Small and Medium-sized Enterprises (SMEs)

SMEs benefited from reduced administrative burdens and the costly compliance requirements associated with federal regulations. The simplified business environment created by the revocation facilitated expansion and innovation within these enterprises, affording them greater flexibility to adapt to market demands. By alleviating the compliance load, these businesses were more free to focus on growth initiatives and competitive strategies, potentially leading to increased job creation and economic stimulation at the local level.

Investment and Financial Sectors

The financial sector, including investment banks and hedge funds, also saw the potential for increased profits under a deregulated regime. By reducing the level of oversight on complex trading activities and financial instruments, these institutions could operate with greater latitude, pursuing aggressive investment strategies that, while risky, also promised high returns. Additionally, the relaxation of regulatory constraints facilitated cross-border investments and expanded opportunities for portfolio diversification.

Losers

Environmental Advocacy Groups

Environmental advocacy groups emerged as significant losers in the wake of the revocation, as the removal of robust regulatory measures weakened protections for natural resources and ecosystems. Organizations such as the Sierra Club and the Natural Resources Defense Council expressed concerns that deregulation would lead to increased pollution, habitat destruction, and a reversal of progress made in combating climate change. The perceived rollback of environmental standards presented a substantial barrier to achieving long-term sustainability goals and protecting biodiversity.

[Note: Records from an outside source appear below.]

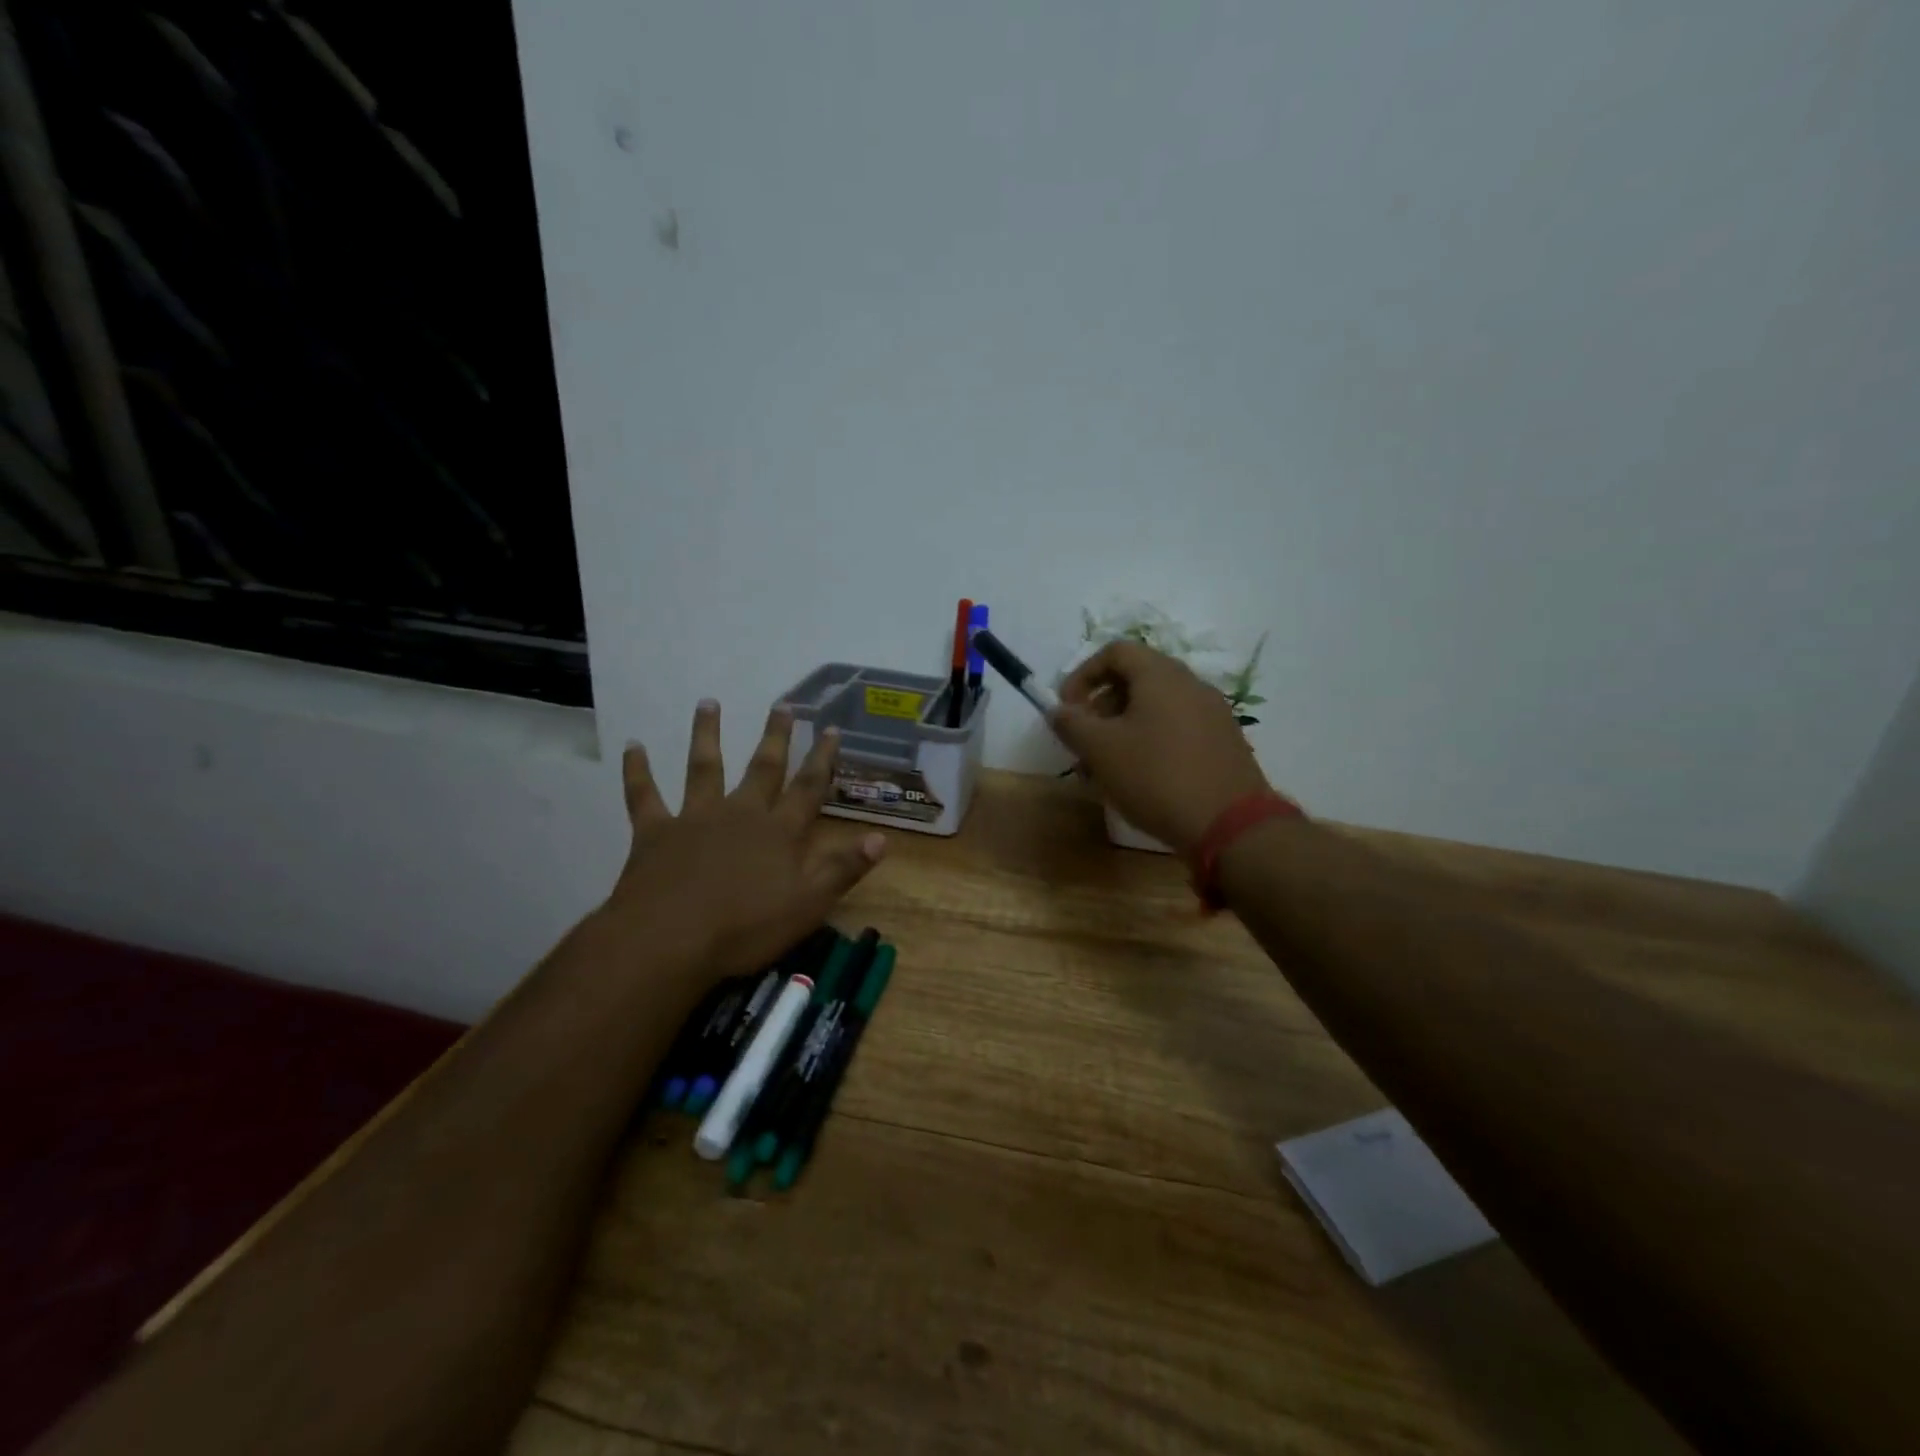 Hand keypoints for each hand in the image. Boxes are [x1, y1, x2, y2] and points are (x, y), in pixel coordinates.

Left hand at [608, 699, 885, 977]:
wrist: (669, 940)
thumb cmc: (745, 927)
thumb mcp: (808, 905)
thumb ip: (844, 869)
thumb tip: (882, 838)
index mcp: (779, 831)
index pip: (809, 788)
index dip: (823, 759)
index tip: (831, 729)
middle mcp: (741, 813)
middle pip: (763, 767)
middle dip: (776, 736)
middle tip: (782, 704)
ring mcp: (696, 818)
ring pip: (704, 767)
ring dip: (706, 734)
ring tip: (708, 702)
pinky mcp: (655, 832)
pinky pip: (644, 795)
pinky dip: (637, 771)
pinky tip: (632, 747)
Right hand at [1051, 641, 1277, 853]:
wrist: (1230, 824)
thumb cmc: (1156, 777)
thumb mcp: (1100, 750)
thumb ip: (1072, 724)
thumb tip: (1058, 710)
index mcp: (1161, 675)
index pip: (1115, 652)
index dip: (1083, 674)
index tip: (1066, 708)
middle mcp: (1191, 684)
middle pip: (1137, 678)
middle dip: (1101, 706)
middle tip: (1084, 740)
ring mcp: (1213, 713)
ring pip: (1156, 707)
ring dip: (1124, 727)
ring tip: (1106, 765)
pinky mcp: (1223, 742)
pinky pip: (1177, 728)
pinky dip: (1151, 741)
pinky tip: (1140, 777)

Public Health and Safety Advocates

Advocates for public health and safety, including grassroots movements and healthcare organizations, found themselves disadvantaged by the shift towards deregulation. The revocation potentially compromised efforts to uphold stringent health and safety standards across industries, as seen in sectors like manufacturing and food production. The downstream effects of fewer regulatory checks included risks to consumers, workers, and vulnerable communities, who could be exposed to greater hazards due to lax enforcement of safety protocols.

Marginalized Communities

Marginalized communities, including low-income households and racial minorities, likely faced heightened challenges due to the weakened regulatory framework. Regulatory protections often serve as critical safeguards for these communities against systemic inequities and exploitation. The abandonment of equity-focused policy measures and the rollback of civil rights protections eroded the progress towards social justice and racial equality that had been championed under Biden’s administration. The deregulation opened the door for discriminatory practices with reduced federal oversight, exacerbating existing inequalities.